Saved entries:
- Opening Delimiter -

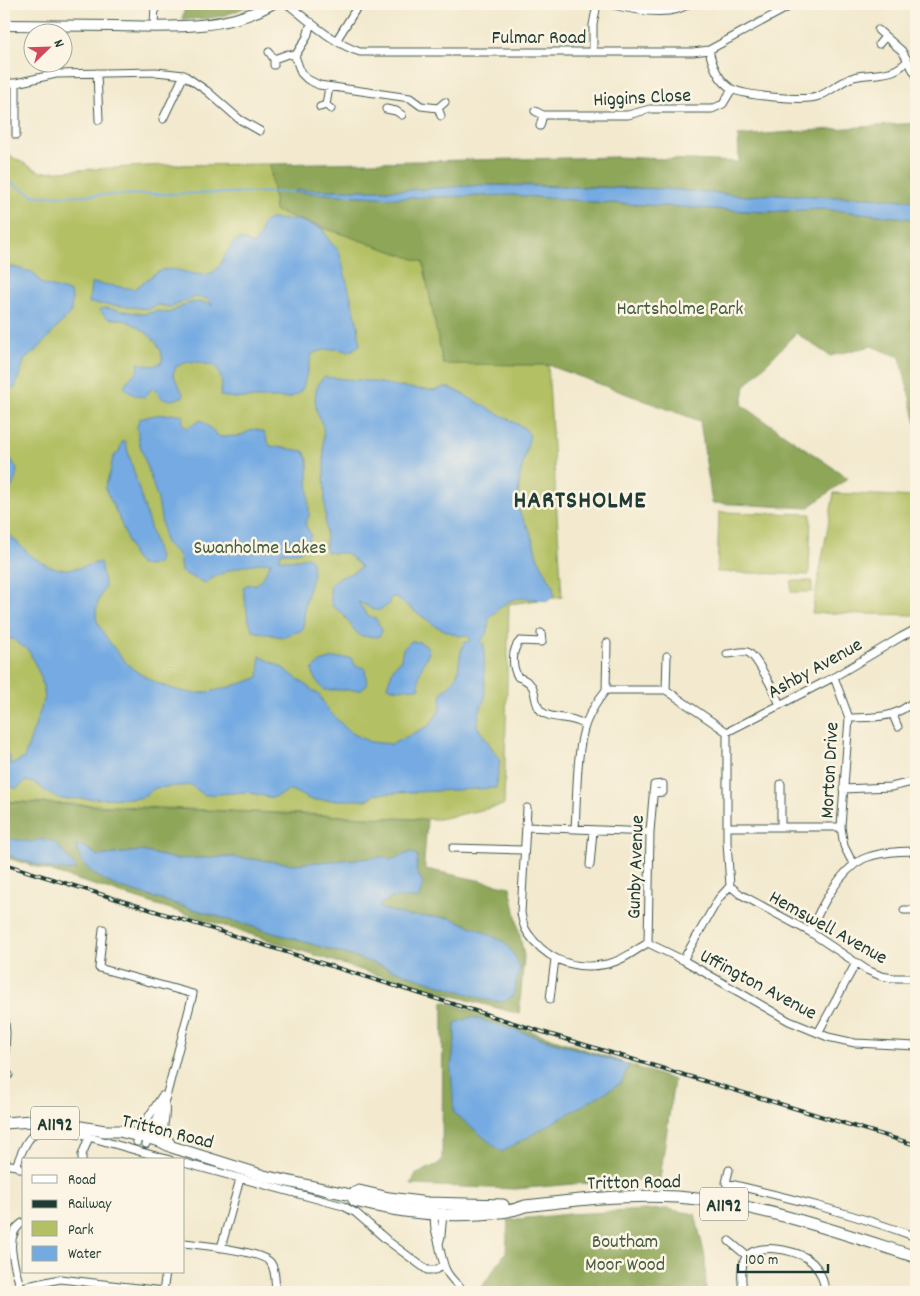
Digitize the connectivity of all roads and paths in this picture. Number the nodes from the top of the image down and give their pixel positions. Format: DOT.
graph roads {
  1 [pos="155,4"];
  2 [pos="272,4"];
  3 [pos="287,4"];
  4 [pos="359,4"];
  5 [pos="597,4"];
  6 [pos="609,4"];
  7 [pos="794,4"];
  8 [pos="687,5"];
  9 [pos="781,7"];
  10 [pos="692,11"];
  11 [pos="312,22"];
  12 [pos="4,26"];
  13 [pos="22,27"];
  14 [pos="154,27"];
  15 [pos="72,29"];
  16 [pos="878,30"];
  17 [pos="885,36"];
  18 [pos="336,41"];
  19 [pos="879,44"];
  20 [pos="710,50"];
  21 [pos="268,52"];
  22 [pos="593,52"];
  23 [pos="294,56"];
  24 [pos="908,61"];
  25 [pos="96,73"];
  26 [pos="56,74"];
  27 [pos="184,75"];
  28 [pos="916,75"];
  29 [pos="16,82"];
  30 [pos="4,83"];
  31 [pos="328,87"];
  32 [pos="732,88"];
  33 [pos="399,96"];
  34 [pos="445,102"];
  35 [pos="325,107"];
  36 [pos="386,109"];
  37 [pos="535,111"];
  38 [pos="543,115"];
  39 [pos="163,119"];
  40 [pos="99,120"];
  41 [pos="540,126"];
  42 [pos="260,130"];
  43 [pos="16,135"];
  44 [pos="916,629"];
  45 [pos="541,632"];
  46 [pos="607,643"];
  47 [pos="727,654"];
  48 [pos="667,656"];
  49 [pos="834,677"];
  50 [pos="606,690"];
  51 [pos="666,690"];
  52 [pos="916,699"];
  53 [pos="780,705"];
  54 [pos="893,715"];
  55 [pos="849,718"];
  56 [pos="585,725"];
  57 [pos="898,727"];
  58 [pos="727,732"];
  59 [pos="916,781"];
  60 [pos="781,784"];
  61 [pos="843,789"];
  62 [pos="653,792"];
  63 [pos="527,808"];
  64 [pos="526,827"];
  65 [pos="727,827"];
  66 [pos="781,827"];
  67 [pos="841,827"];
  68 [pos="576,828"];
  69 [pos="592,831"];
  70 [pos="650,832"];
  71 [pos="453,848"];
  72 [pos="524,850"];
  73 [pos="916,851"];
  74 [pos="855,864"];
  75 [pos="590,865"];
  76 [pos="730,886"];
  77 [pos="904,910"];
  78 [pos="916,910"];
  79 [pos="103,929"];
  80 [pos="810,932"];
  81 [pos="648,943"];
  82 [pos="555,959"];
  83 [pos="683,960"];
  84 [pos="856,963"];
  85 [pos="916,978"];
  86 [pos="550,999"];
  87 [pos="4,1012"];
  88 [pos="818,1032"];
  89 [pos="916,1046"];
  90 [pos="9,1076"];
  91 [pos="168,1091"];
  92 [pos="163,1104"];
  93 [pos="4,1123"];
  94 [pos="89,1137"];
  95 [pos="142,1140"];
  96 [pos="172,1147"];
  97 [pos="82,1158"];
  98 [pos="163,1158"];
  99 [pos="185,1163"];
  100 [pos="4,1164"];
  101 [pos="16,1166"];
  102 [pos="22,1169"];
  103 [pos="729,1170"];
  104 [pos="240,1179"];
  105 [pos="351,1194"];
  106 [pos="380,1194"];
  107 [pos="525,1206"];
  108 [pos="440,1210"];
  109 [pos="412,1213"];
  110 [pos="22,1224"];
  111 [pos="916,1237"];
  112 [pos="730,1241"];
  113 [pos="185,1243"];
  114 [pos="221,1248"];
  115 [pos="747,1256"];
  116 [pos="916,1257"];
  117 [pos="443,1266"];
  118 [pos="166,1274"];
  119 [pos="20,1287"];
  120 [pos="121,1290"];
  121 [pos="4,1291"];
  122 [pos="163,1292"];
  123 [pos="276,1292"];
  124 [pos="465,1292"];
  125 [pos="743,1292"];
  126 [pos="825,1292"];
  1 -- 14 [label="street"];
  2 -- 14 [label="street"];
  3 -- 11 [label="street, Fulmar Road"];
  4 -- 18 [label="street"];
  5 -- 22 [label="street"];
  6 -- 8 [label="street"];
  7 -- 9 [label="street, Fulmar Road"];
  8 -- 10 [label="street"];
  9 -- 20 [label="street, Fulmar Road"];
  11 -- 18 [label="street, Fulmar Road"];
  11 -- 23 [label="street"];
  12 -- 13 [label="street"];
  14 -- 15 [label="street"];
  16 -- 17 [label="street"];
  17 -- 19 [label="street"];
  17 -- 24 [label="street"];
  18 -- 22 [label="street, Fulmar Road"];
  20 -- 22 [label="street, Fulmar Road"];
  20 -- 32 [label="street"];
  21 -- 23 [label="street"];
  23 -- 31 [label="street"];
  24 -- 28 [label="street"];
  24 -- 32 [label="street"];
  25 -- 26 [label="street"];
  25 -- 27 [label="street"];
  25 -- 40 [label="street"];
  26 -- 29 [label="street"];
  27 -- 39 [label="street"];
  27 -- 42 [label="street"];
  29 -- 30 [label="street"];
  29 -- 43 [label="street"];
  31 -- 33 [label="street"];
  31 -- 35 [label="street"];
  32 -- 38 [label="street, Higgins Close"];
  33 -- 34 [label="street"];
  33 -- 36 [label="street"];
  37 -- 38 [label="street, Higgins Close"];
  38 -- 41 [label="street"];
  44 -- 49 [label="street, Ashby Avenue"];
  45 -- 56 [label="street"];
  46 -- 50 [label="street"];
  47 -- 53 [label="street"];
  48 -- 51 [label="street"];
  49 -- 53 [label="street, Ashby Avenue"];
  49 -- 55 [label="street, Morton Drive"];
  50 -- 51 [label="street"];
  50 -- 56 [label="street"];
  51 -- 58 [label="street"];
  52 -- 54 [label="street"];
  53 -- 58 [label="street, Ashby Avenue"];
  54 -- 55 [label="street"];
  54 -- 57 [label="street"];
  55 -- 61 [label="street, Morton Drive"];
  56 -- 68 [label="street"];
  58 -- 65 [label="street"];
  59 -- 61 [label="street"];
  60 -- 66 [label="street"];
  61 -- 67 [label="street, Morton Drive"];
  62 -- 70 [label="street, Gunby Avenue"];
  63 -- 64 [label="street"];
  64 -- 68 [label="street"];
  64 -- 72 [label="street"];
  65 -- 66 [label="street"];
  65 -- 76 [label="street"];
  66 -- 67 [label="street"];
  67 -- 74 [label="street, Morton Drive"];
  68 -- 69 [label="street"];
  69 -- 70 [label="street"];
  69 -- 75 [label="street"];
  70 -- 81 [label="street, Gunby Avenue"];
  71 -- 72 [label="street"];
  72 -- 82 [label="street"];
  73 -- 74 [label="street"];
  74 -- 80 [label="street"];
  76 -- 80 [label="street, Hemswell Avenue"];
  76 -- 83 [label="street"];
  77 -- 78 [label="street"];
  79 -- 91 [label="street"];
  80 -- 84 [label="street, Hemswell Avenue"];
  81 -- 82 [label="street"];
  81 -- 83 [label="street, Uffington Avenue"];
  82 -- 86 [label="street"];
  83 -- 88 [label="street, Uffington Avenue"];
  84 -- 85 [label="street, Hemswell Avenue"];
  84 -- 88 [label="street"];
  87 -- 90 [label="street"];
  88 -- 89 [label="street, Uffington Avenue"];
  91 -- 92 [label="street"];
  91 -- 95 [label="street"];
  92 -- 95 [label="street"];
  92 -- 96 [label="main road"];
  93 -- 95 [label="main road, Tritton Road / A1192"];
  94 -- 97 [label="street"];
  94 -- 98 [label="street"];
  94 -- 101 [label="street"];
  95 -- 96 [label="main road, Tritton Road"];
  96 -- 105 [label="main road, Tritton Road / A1192"];
  99 -- 104 [label="street"];
  100 -- 101 [label="street"];
  101 -- 102 [label="street"];
  103 -- 111 [label="street"];
  104 -- 114 [label="street"];
  104 -- 117 [label="street"];
  105 -- 106 [label="main road, Tritton Road / A1192"];
  105 -- 109 [label="main road, Tritton Road / A1192"];
  106 -- 108 [label="main road, Tritton Road / A1192"];
  106 -- 109 [label="main road"];
  107 -- 108 [label="main road, Tritton Road / A1192"];
  107 -- 108 [label="main road, Tritton Road / A1192"];
  107 -- 116 [label="main road, Tritton Road / A1192"];
  108 -- 109 [label="main road, Tritton Road / A1192"];
  108 -- 117 [label="street"];
  110 -- 119 [label="street"];
  112 -- 115 [label="street"];
  113 -- 114 [label="street"];
  114 -- 123 [label="street"];
  115 -- 125 [label="street"];
  115 -- 126 [label="street"];
  117 -- 124 [label="street"];
  118 -- 122 [label="street"];
  119 -- 120 [label="street"];
  119 -- 121 [label="street"];
  120 -- 122 [label="street"];
}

- Closing Delimiter -

» Prompt
Every line above with the word "main" belongs in the answer, copied as written.

» Exercise response
  92 -- 96 [label="main road"];
  93 -- 95 [label="main road, Tritton Road / A1192"];
  95 -- 96 [label="main road, Tritton Road"];
  96 -- 105 [label="main road, Tritton Road / A1192"];
  105 -- 106 [label="main road, Tritton Road / A1192"];
  105 -- 109 [label="main road, Tritton Road / A1192"];
  106 -- 108 [label="main road, Tritton Road / A1192"];
  106 -- 109 [label="main road"];
  107 -- 108 [label="main road, Tritton Road / A1192"];
  107 -- 108 [label="main road, Tritton Road / A1192"];
  107 -- 116 [label="main road, Tritton Road / A1192"];
  108 -- 109 [label="main road, Tritton Road / A1192"];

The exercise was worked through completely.